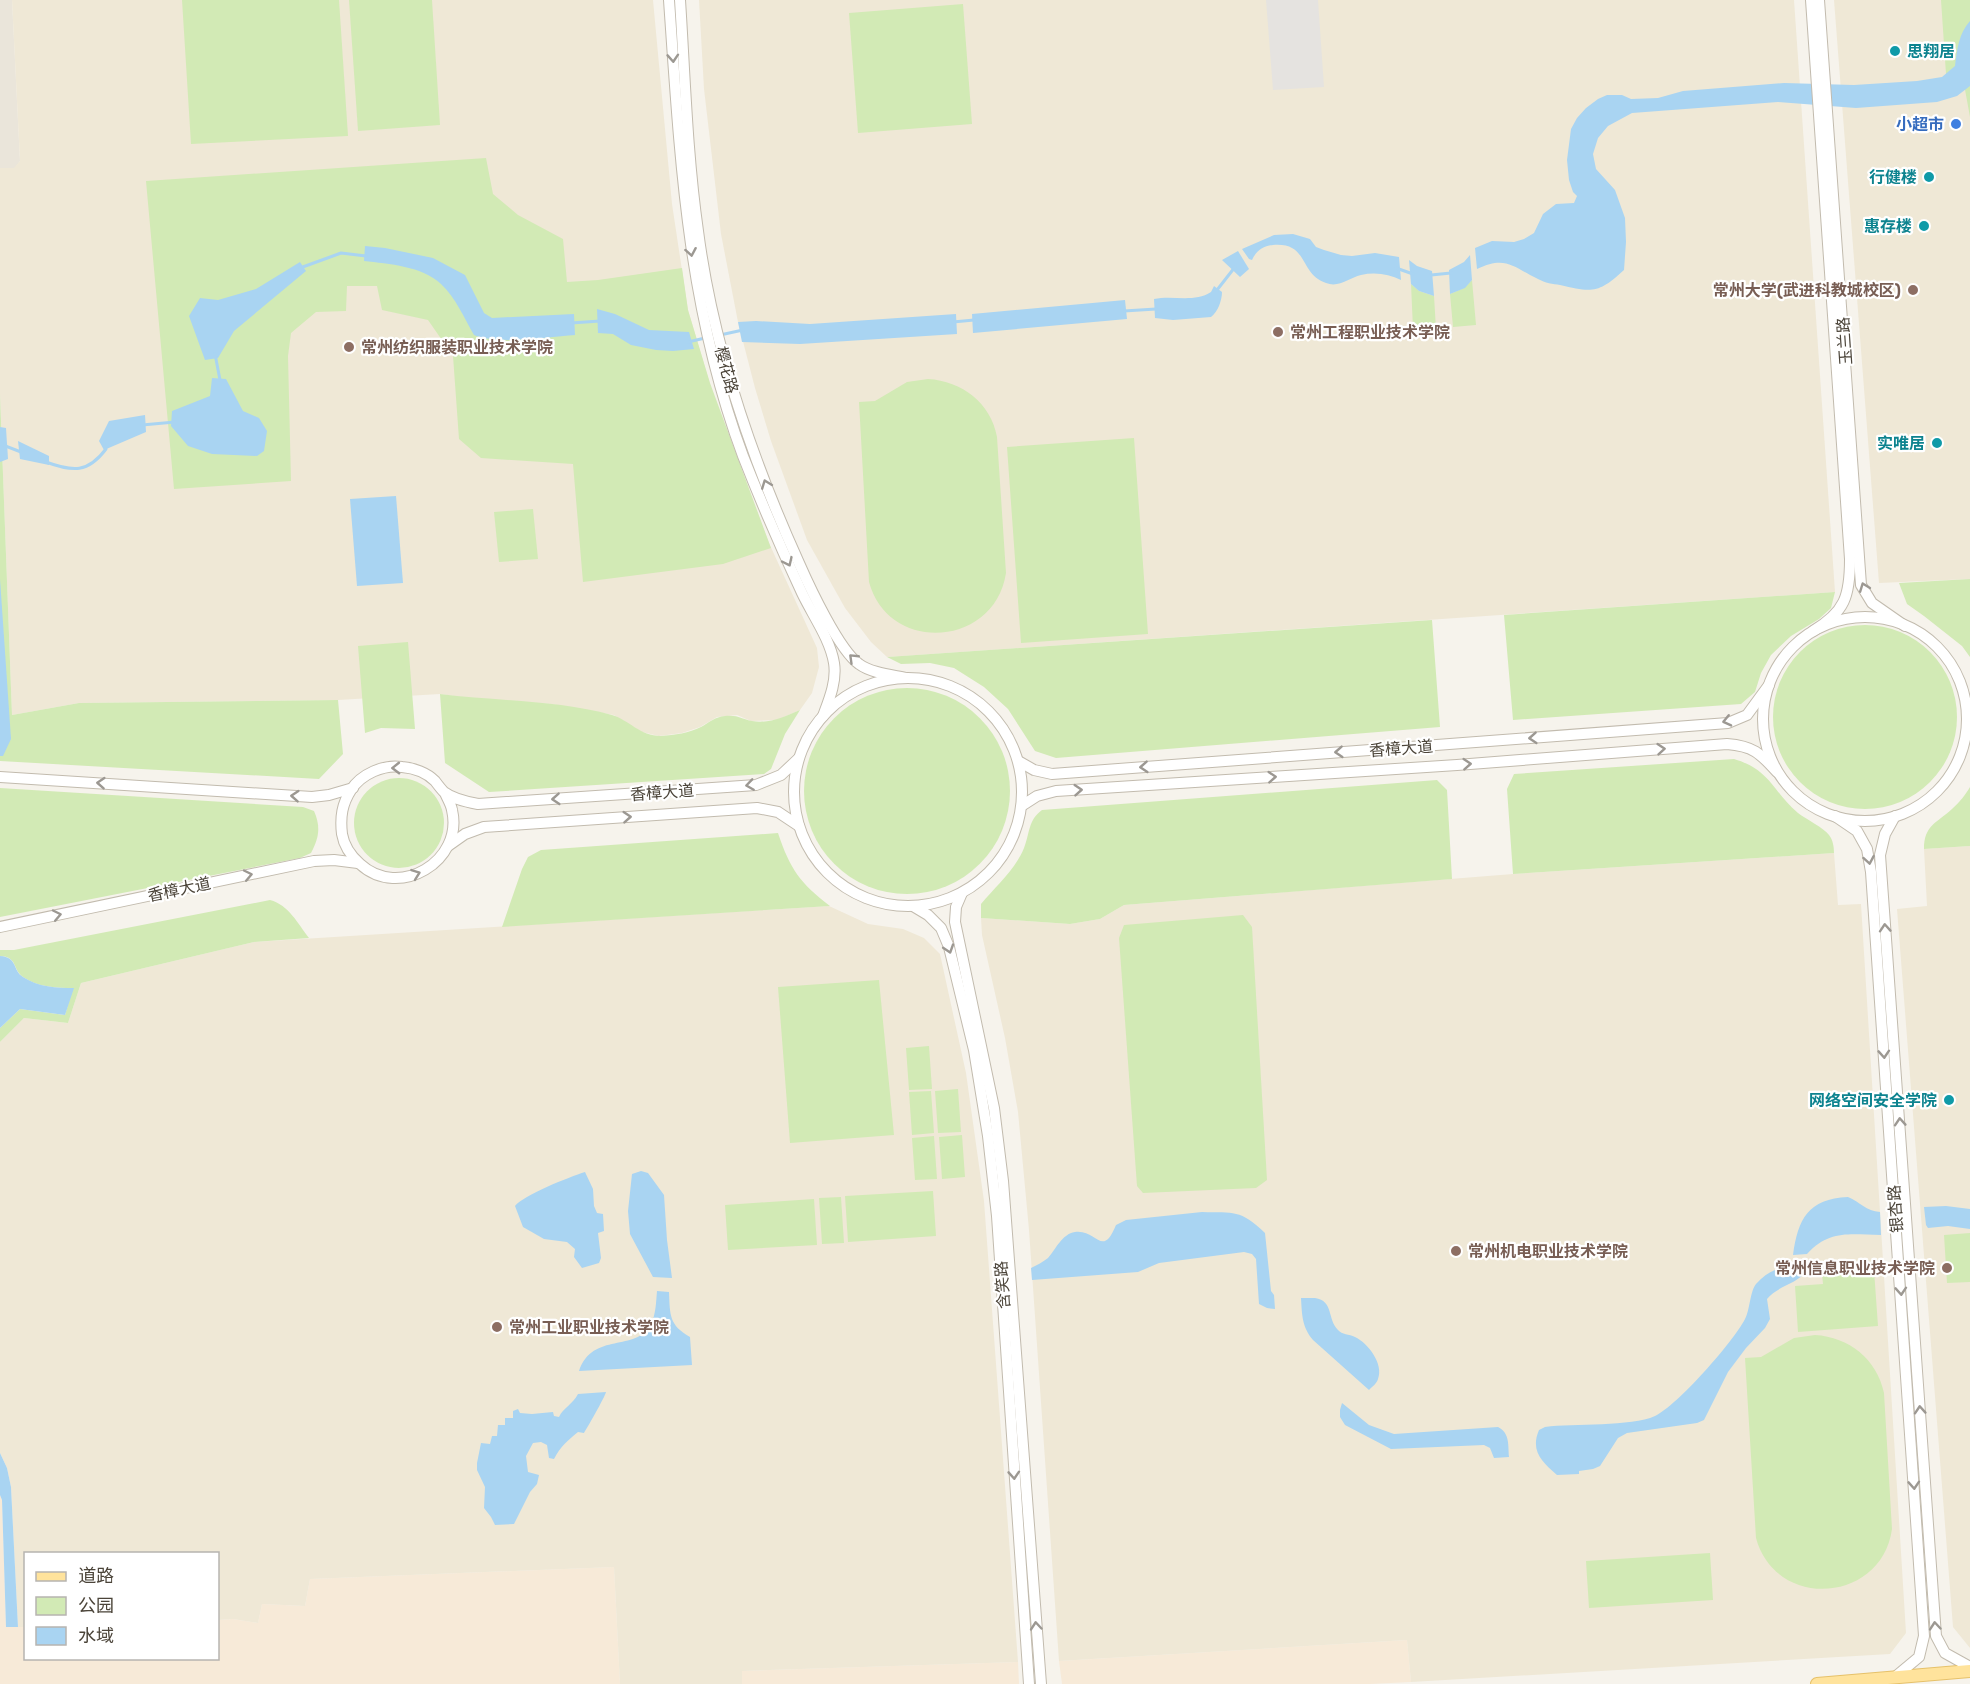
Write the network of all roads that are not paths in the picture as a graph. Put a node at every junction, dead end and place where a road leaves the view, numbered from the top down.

○ ○ ○

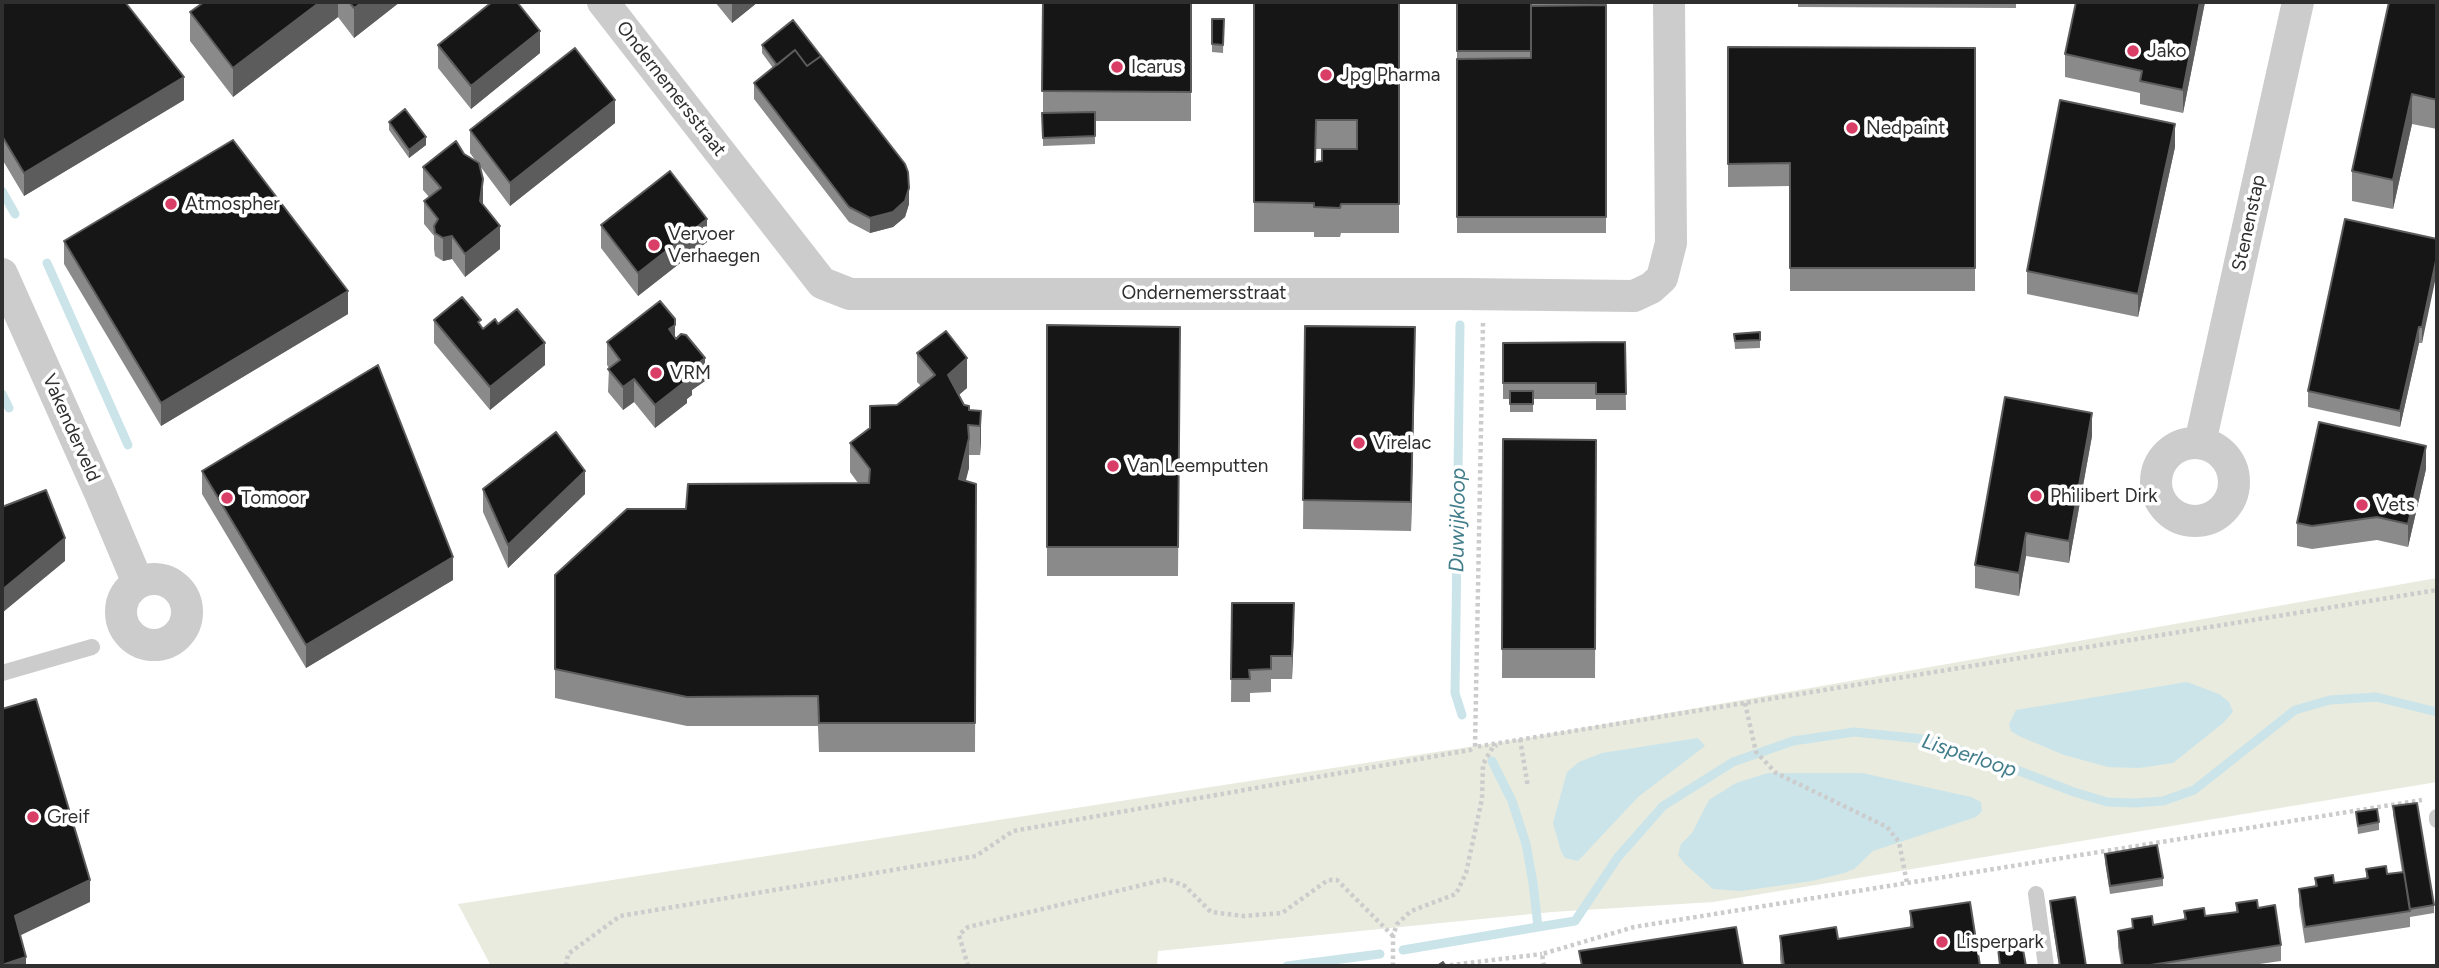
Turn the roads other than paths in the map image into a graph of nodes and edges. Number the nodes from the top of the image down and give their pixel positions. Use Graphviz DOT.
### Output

○ ○ ○

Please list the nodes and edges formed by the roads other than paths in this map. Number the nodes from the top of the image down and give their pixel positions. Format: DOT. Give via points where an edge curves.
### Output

○ ○ ○

#### [Work to complete]
A single number is the answer: the count of lines in the material above that contain "edges".

#### [Solution to the problem]
2